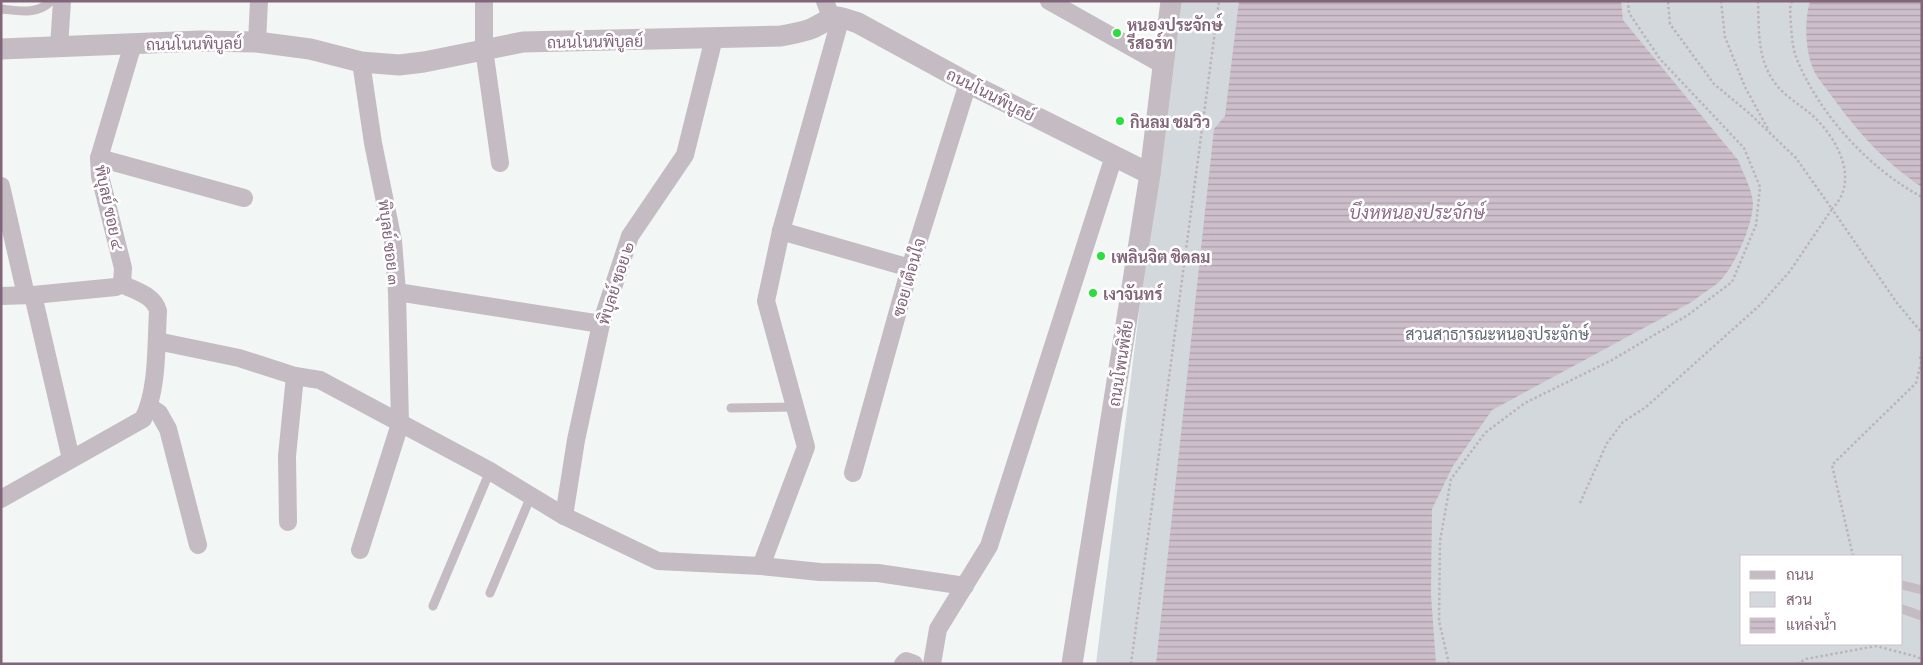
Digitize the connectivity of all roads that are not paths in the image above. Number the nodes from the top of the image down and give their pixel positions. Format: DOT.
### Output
graph roads {
  1 [pos="51,1"];
  2 [pos="62,1"];
  3 [pos="259,1"];
  4 [pos="484,1"];
  5 [pos="1048,1"];
  6 [pos="1171,1"];
  7 [pos="1,9"];
  8 [pos="832,12"];
  9 [pos="714,38"];
  10 [pos="257,42"];
  11 [pos="133,44"];
  12 [pos="59,47"];
  13 [pos="1,49"];
  14 [pos="484,49"];
  15 [pos="361,62"];
  16 [pos="1163,65"];
  17 [pos="968,83"];
  18 [pos="1114,156"];
  19 [pos="99,158"];
  20 [pos="500,163"];
  21 [pos="1150,174"];
  22 [pos="1,186"];
  23 [pos="244,198"];
  24 [pos="781,231"];
  25 [pos="910,268"];
  26 [pos="122,284"];
  27 [pos="397,292"];
  28 [pos="30,295"];
  29 [pos="1,296"];
  30 [pos="601,324"];
  31 [pos="156,341"];
  32 [pos="295,376"];
  33 [pos="797,406"];
  34 [pos="150,407"];
  35 [pos="731,408"];
  36 [pos="400,424"];
  37 [pos="71,459"];
  38 [pos="490,471"];
  39 [pos="853,472"];
  40 [pos="531,496"];
  41 [pos="1,499"];
  42 [pos="564,516"];
  43 [pos="288,522"];
  44 [pos="198,545"];
  45 [pos="360,550"];
  46 [pos="761,566"];
  47 [pos="1903,585"];
  48 [pos="965,586"];
  49 [pos="1922,590"];
  50 [pos="490,593"];
  51 [pos="434,606"];
  52 [pos="1903,609"];
  53 [pos="1922,616"];
  54 [pos="903,664"];
  55 [pos="914,664"];
  56 [pos="932,664"];
  57 [pos="1072,664"];
  1 -- 7 [label="lane"];
  2 -- 12 [label="street"];
  3 -- 10 [label="street"];
  4 -- 14 [label="street"];
  5 -- 16 [label="street"];
  6 -- 16 [label="street, ถนนโพนพิสัย"];
  8 -- 9 [label="street, ถนนโนนพิบูลย์"];
  8 -- 17 [label="street, ถนนโนนพิบูลย์"];
  8 -- 24 [label="street"];
  9 -- 14 [label="street, ถนนโนนพิบูลย์"];
  9 -- 30 [label="street, พิบุลย์ ซอย ๒"];
  10 -- 11 [label="street, ถนนโนนพิบูลย์"];
  10 -- 15 [label="street, ถนนโนนพิบูลย์"];
  11 -- 12 [label="street, ถนนโนนพิบูลย์"];
  11 -- 19 [label="street, พิบุลย์ ซอย ๔"];
  12 -- 13 [label="street, ถนนโนนพิบูลย์"];
  14 -- 15 [label="street, ถนนโนนพิบูลย์"];
  14 -- 20 [label="street"];
  15 -- 27 [label="street, พิบุลย์ ซอย ๓"];
  16 -- 21 [label="street, ถนนโพนพิสัย"];
  17 -- 18 [label="street, ถนนโนนพิบูลย์"];
  17 -- 25 [label="street, ซอย เตือนใจ"];
  18 -- 21 [label="street, ถนนโนนพิบูลย์"];
  18 -- 48 [label="street"];
  19 -- 23 [label="street"];
  19 -- 26 [label="street, พิบุลย์ ซอย ๔"];
  21 -- 57 [label="street, ถนนโพนพิสัย"];
  22 -- 28 [label="street"];
  24 -- 25 [label="street"];
  24 -- 33 [label="street"];
  25 -- 39 [label="street, ซอย เตือนใจ"];
  26 -- 28 [label="street"];
  26 -- 31 [label="street"];
  27 -- 30 [label="street"];
  27 -- 36 [label="street, พิบุลย์ ซอย ๓"];
  28 -- 29 [label="street"];
  28 -- 37 [label="street"];
  30 -- 42 [label="street, พิบุลย์ ซอย ๒"];
  31 -- 32 [label="street"];
  31 -- 34 [label="street"];
  32 -- 36 [label="street"];
  32 -- 43 [label="street"];
  33 -- 35 [label="lane"];
  33 -- 46 [label="street"];
  34 -- 37 [label="street"];
  34 -- 44 [label="street"];
  36 -- 38 [label="street"];
  36 -- 45 [label="street, พิบุลย์ ซอย ๓"];
  37 -- 41 [label="street"];
  38 -- 40 [label="street"];
  38 -- 51 [label="lane"];
  40 -- 42 [label="street"];
  40 -- 50 [label="lane"];
  42 -- 46 [label="street"];
  46 -- 48 [label="street"];
  47 -- 49 [label="lane"];
  48 -- 56 [label="street"];
  52 -- 53 [label="lane"];
  54 -- 55 [label="street"];
}
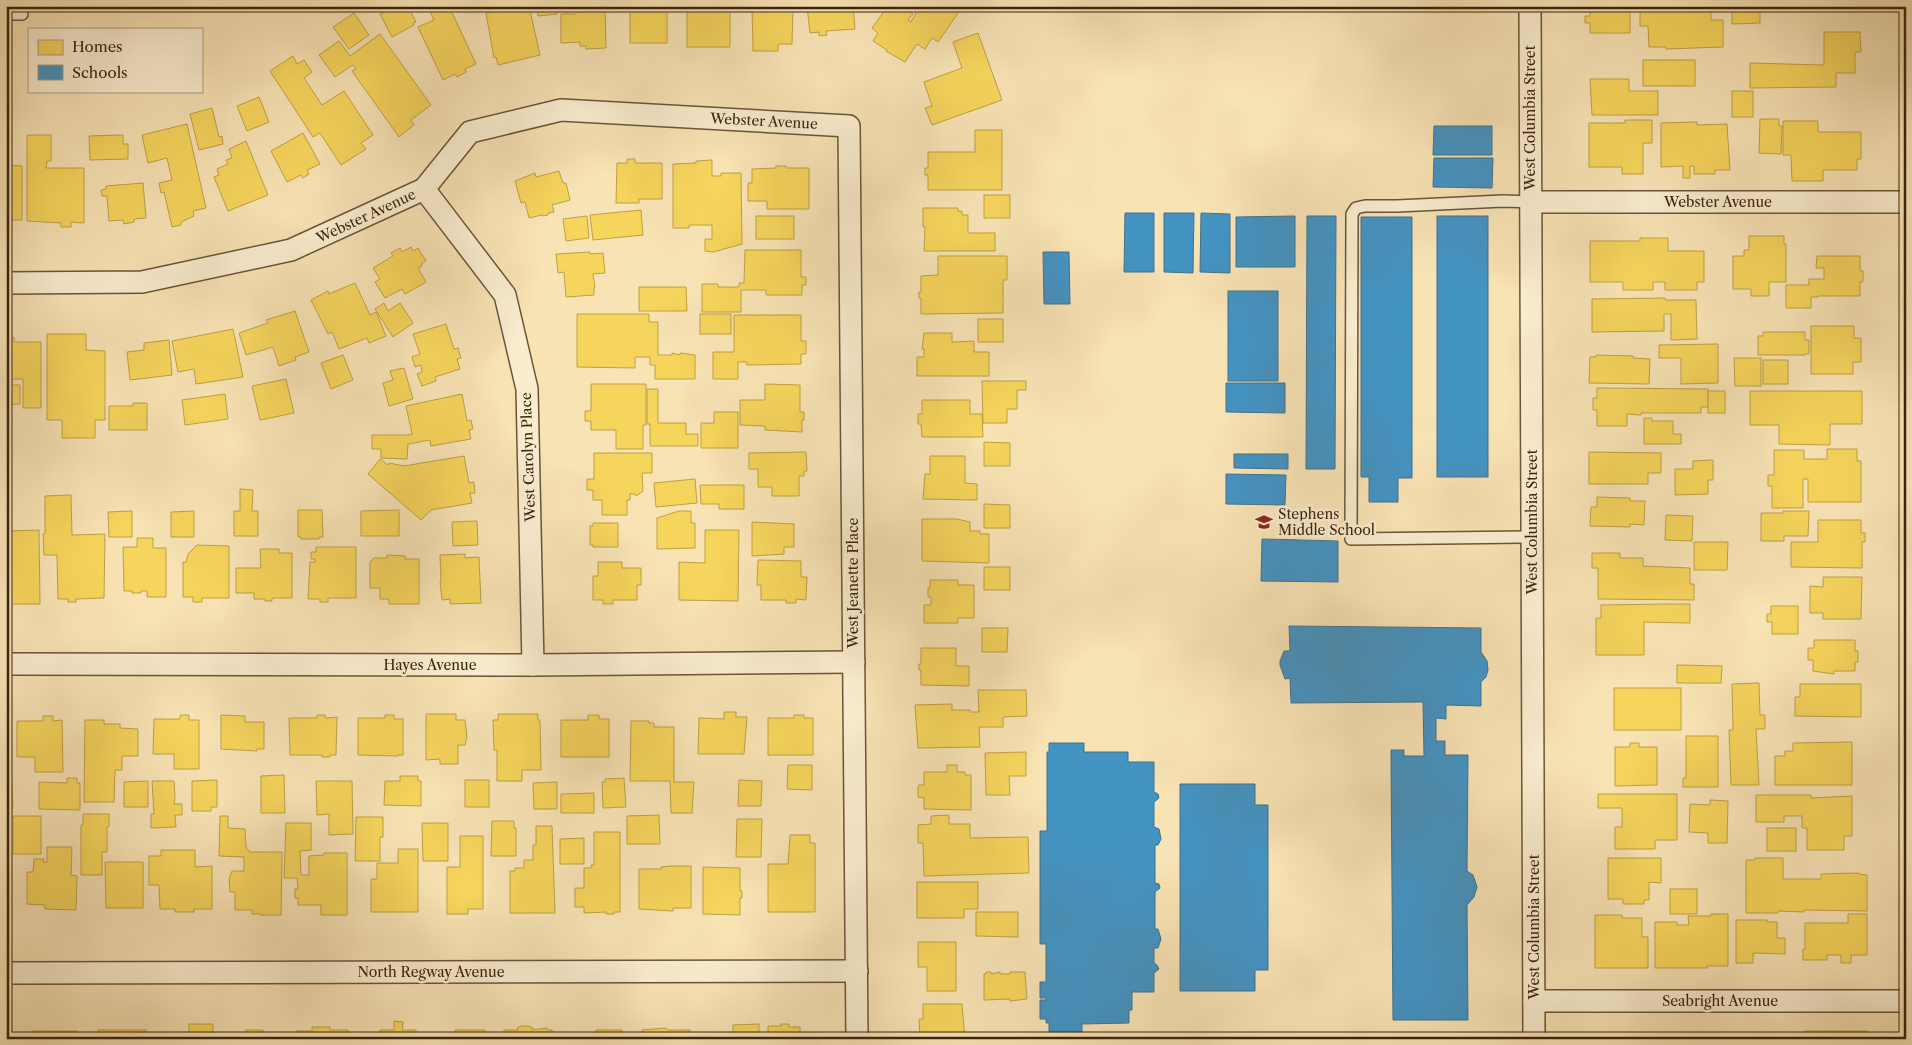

Task to complete:
Every line of the entries that includes "ถนนโนนพ" must be copied into the answer.

Answer box:
  8 -- 9 [label="street, ถนนโนนพิบูลย์"];
  8 -- 17 [label="street, ถนนโนนพิบูลย์"];
  9 -- 14 [label="street, ถนนโนนพิบูลย์"];
  10 -- 11 [label="street, ถนนโนนพิบูลย์"];
  10 -- 15 [label="street, ถนนโนนพิบูลย์"];
  11 -- 12 [label="street, ถนนโนนพิบูลย์"];
  12 -- 13 [label="street, ถนนโนนพิบูลย์"];
  14 -- 15 [label="street, ถนนโนนพิบูลย์"];
  17 -- 18 [label="street, ถนนโนนพิบูลย์"];
  18 -- 21 [label="street, ถนนโนนพิบูลย์"];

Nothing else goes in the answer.